The ongoing crisis in the eurozone makes the task even harder. The turmoil in Europe serves to illustrate the wisdom of creating a firewall of confidence in the UK against otherwise panicky financial markets. The low interest rates that our policies have created provide an economic platform for support of private and public investment in infrastructure and housing. We are very conscious that the absence of growth is a major challenge and it accounts for much of the frustration of the public, who are understandably impatient to see a recovery from the financial crisis and its aftermath, which wiped out 10% of our economy, dragging down the living standards of many families.
Mr William Cash (Stone) (Con): We have been here before. We have heard about enterprise and regulatory reform Bills and all the like. Will the Secretary of State categorically assure us that he will arrange in the Bill for the overriding of that European legislation that imposes an impossible burden on small and medium-sized businesses? He knows it, the Government know it, promises have been made, and the Prime Minister said that he regarded it as an imperative necessity. Will the Secretary of State please get on with it?
Vince Cable: I think that I can deliver the spirit if not the letter of the hon. Gentleman’s intervention. I do not think that we can override European legislation in quite that way, but I do agree that there is a lot of unnecessary and burdensome European regulation, and I am working with what we call like-minded Ministers in other European Governments to get rid of it as much as possible.
Mr William Cash (Stone) (Con): The Queen’s Speech has not been universally well received in the press—we saw that yesterday—or by the electorate. However, I want to concentrate on the broader landscape, and on the question of what is at the root of the problem that we face today. It is partly the level of debt. We are not really telling the British people the truth about that, as my right hon. Friend the Member for Wokingham (Mr Redwood) and I, as well as others, said repeatedly before the general election. If we include pension funds, Network Rail and all the rest, the level of debt is probably about three trillion pounds. That debt has to be serviced, and finding the money to pay for it presents an enormous challenge.

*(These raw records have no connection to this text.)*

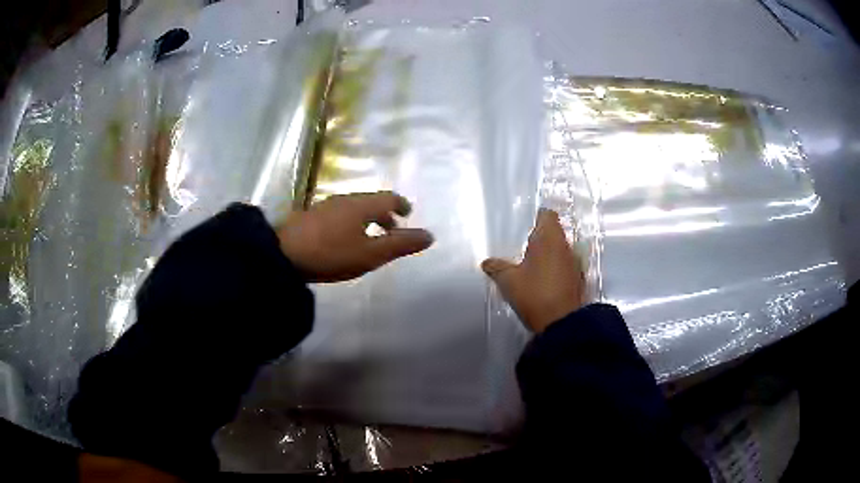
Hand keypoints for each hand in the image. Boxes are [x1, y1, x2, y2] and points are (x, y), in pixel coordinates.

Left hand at [278, 192, 433, 282]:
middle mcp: (344, 200)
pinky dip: (351, 222)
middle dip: (384, 214)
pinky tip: (343, 239)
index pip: (388, 198)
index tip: (407, 213)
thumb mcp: (370, 255)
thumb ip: (400, 245)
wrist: (282, 254)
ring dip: (367, 219)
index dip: (401, 205)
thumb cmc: (331, 253)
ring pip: (353, 207)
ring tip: (369, 237)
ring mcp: (325, 206)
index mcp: (361, 205)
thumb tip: (430, 235)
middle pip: (370, 201)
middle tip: (391, 229)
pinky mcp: (310, 216)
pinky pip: (339, 214)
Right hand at [482, 209, 585, 332]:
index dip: (537, 217)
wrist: (562, 324)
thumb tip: (487, 262)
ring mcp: (575, 264)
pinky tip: (544, 282)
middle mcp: (566, 247)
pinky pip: (566, 267)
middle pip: (555, 233)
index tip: (527, 225)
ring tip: (533, 267)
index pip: (547, 215)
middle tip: (524, 249)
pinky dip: (557, 270)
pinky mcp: (579, 281)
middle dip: (541, 239)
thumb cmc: (535, 295)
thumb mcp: (508, 281)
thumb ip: (497, 268)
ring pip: (562, 251)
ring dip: (550, 256)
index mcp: (549, 239)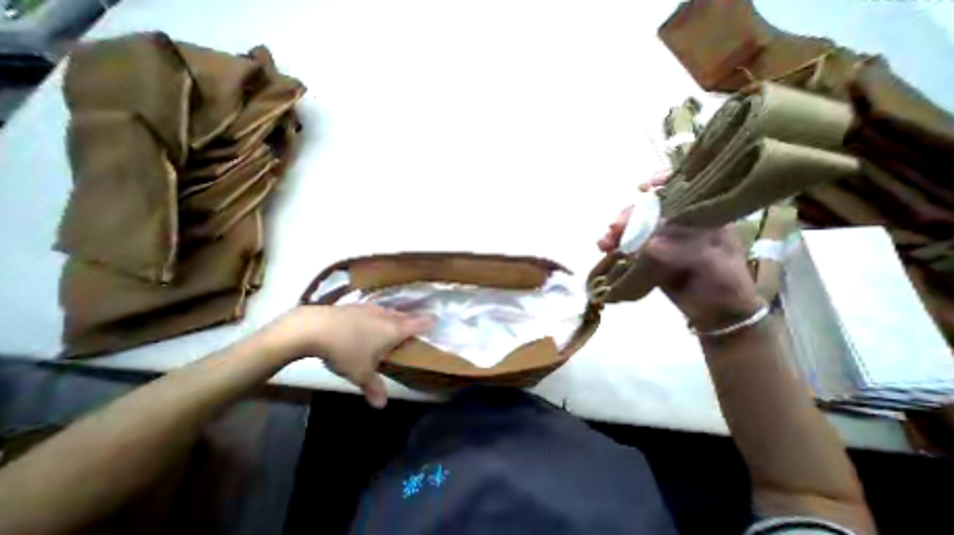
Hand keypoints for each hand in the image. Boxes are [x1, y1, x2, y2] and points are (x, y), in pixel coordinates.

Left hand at [259, 304, 433, 409]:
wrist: (315, 328)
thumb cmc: (346, 351)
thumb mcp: (360, 373)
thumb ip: (373, 387)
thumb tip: (381, 406)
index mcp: (394, 329)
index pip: (418, 324)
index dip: (428, 322)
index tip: (436, 320)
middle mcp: (385, 316)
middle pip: (404, 316)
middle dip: (411, 321)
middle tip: (415, 325)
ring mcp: (370, 308)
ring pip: (389, 312)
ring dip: (394, 317)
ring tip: (394, 323)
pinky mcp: (355, 306)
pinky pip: (373, 310)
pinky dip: (377, 315)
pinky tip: (369, 320)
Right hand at [599, 176, 764, 330]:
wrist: (713, 313)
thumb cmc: (724, 286)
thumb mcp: (714, 267)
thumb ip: (686, 252)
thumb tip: (649, 243)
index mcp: (703, 218)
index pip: (685, 191)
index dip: (665, 183)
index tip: (645, 187)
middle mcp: (679, 224)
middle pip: (650, 209)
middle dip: (629, 214)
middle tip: (613, 227)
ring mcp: (661, 239)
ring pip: (635, 226)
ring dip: (616, 231)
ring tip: (604, 243)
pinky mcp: (647, 253)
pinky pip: (628, 244)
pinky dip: (614, 244)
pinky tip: (604, 249)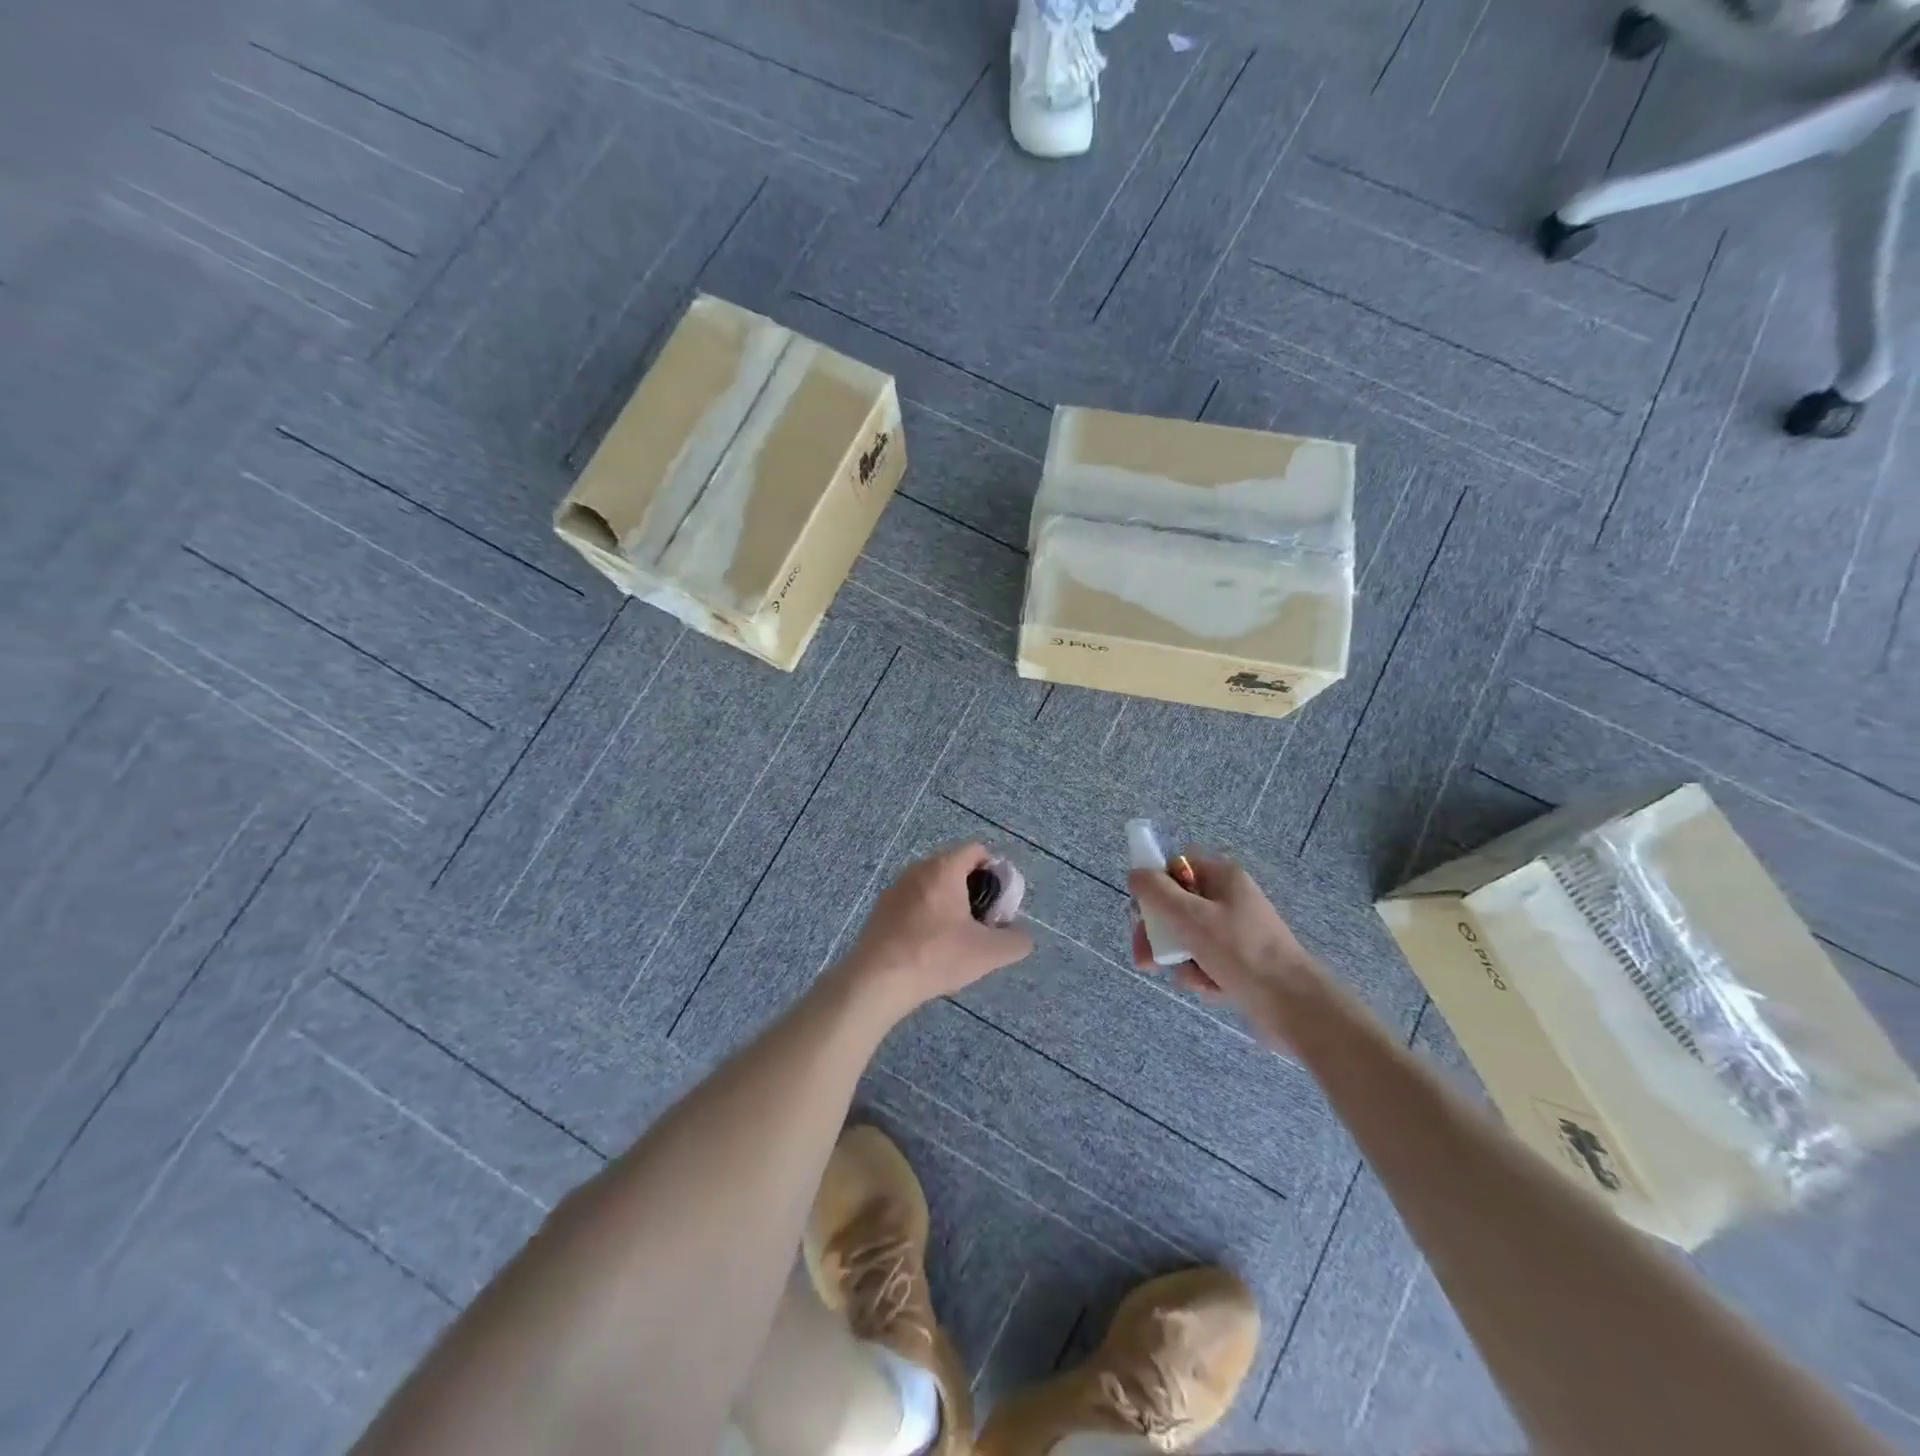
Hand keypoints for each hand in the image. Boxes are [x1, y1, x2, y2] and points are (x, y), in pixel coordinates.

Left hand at [843, 842, 1033, 1013]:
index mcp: (944, 868)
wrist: (877, 980)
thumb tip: (1021, 937)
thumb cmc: (936, 956)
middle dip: (974, 890)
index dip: (995, 871)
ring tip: (957, 938)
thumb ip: (1016, 941)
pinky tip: (929, 946)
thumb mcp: (988, 953)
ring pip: (933, 885)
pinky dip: (927, 915)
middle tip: (982, 922)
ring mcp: (895, 888)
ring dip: (950, 904)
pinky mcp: (881, 909)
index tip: (999, 901)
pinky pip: (914, 901)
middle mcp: (917, 869)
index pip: (976, 850)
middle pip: (955, 867)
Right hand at [1128, 852, 1319, 1012]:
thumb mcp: (1190, 916)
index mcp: (1222, 876)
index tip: (1142, 914)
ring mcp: (1235, 931)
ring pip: (1187, 937)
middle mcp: (1229, 898)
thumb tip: (1135, 874)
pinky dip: (1202, 975)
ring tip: (1191, 978)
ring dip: (1181, 959)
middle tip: (1145, 958)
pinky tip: (1212, 989)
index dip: (1154, 888)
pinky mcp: (1240, 961)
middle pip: (1176, 906)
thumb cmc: (1239, 951)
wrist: (1292, 1004)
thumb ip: (1156, 892)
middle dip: (1159, 934)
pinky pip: (1205, 961)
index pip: (1175, 868)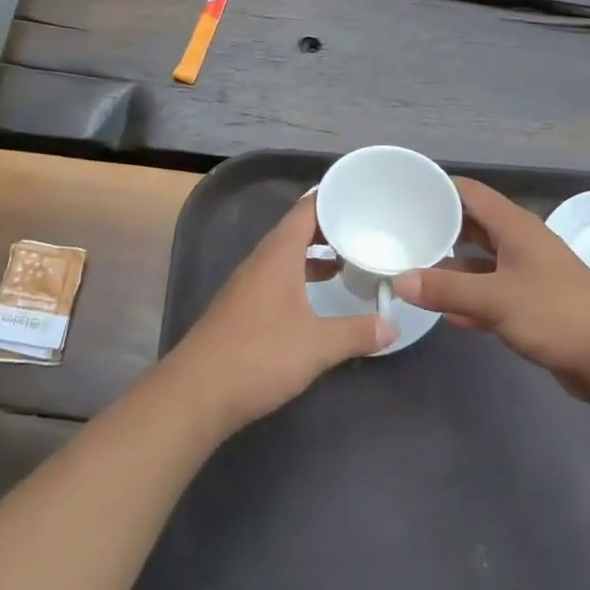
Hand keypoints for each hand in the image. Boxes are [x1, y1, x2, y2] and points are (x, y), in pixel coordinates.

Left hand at [165, 193, 395, 432]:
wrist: (196, 394)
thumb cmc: (259, 356)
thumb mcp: (318, 345)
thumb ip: (358, 333)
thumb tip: (394, 327)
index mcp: (278, 254)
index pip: (307, 209)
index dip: (333, 197)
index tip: (363, 195)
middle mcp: (261, 261)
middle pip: (297, 229)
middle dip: (330, 226)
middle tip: (365, 228)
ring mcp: (248, 284)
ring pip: (287, 255)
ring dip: (315, 254)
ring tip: (348, 259)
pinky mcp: (243, 308)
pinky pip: (278, 276)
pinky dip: (301, 276)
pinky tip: (318, 296)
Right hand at [395, 177, 589, 393]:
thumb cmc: (556, 314)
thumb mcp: (495, 299)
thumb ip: (446, 290)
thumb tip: (399, 281)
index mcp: (514, 226)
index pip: (468, 192)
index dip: (437, 189)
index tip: (403, 194)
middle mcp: (520, 241)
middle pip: (472, 225)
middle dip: (438, 228)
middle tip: (400, 234)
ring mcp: (528, 272)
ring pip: (480, 260)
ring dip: (451, 267)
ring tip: (412, 272)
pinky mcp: (533, 302)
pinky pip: (492, 291)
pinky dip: (470, 298)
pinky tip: (445, 314)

The second point that I want to make is that this is not just a question of austerity or no austerity. Yes, we must be efficient and we must reduce public expenditure, but as I must have said a thousand times before the general election and on other occasions—and in a paper that I wrote only last year—the main issue is growth. I agree with earlier speakers who have pointed out that that growth must be demonstrably produced, and that cannot be done without a prescription. Small and medium-sized businesses must be given the oxygen that will enable them to provide employment and generate the revenues that pay for public expenditure.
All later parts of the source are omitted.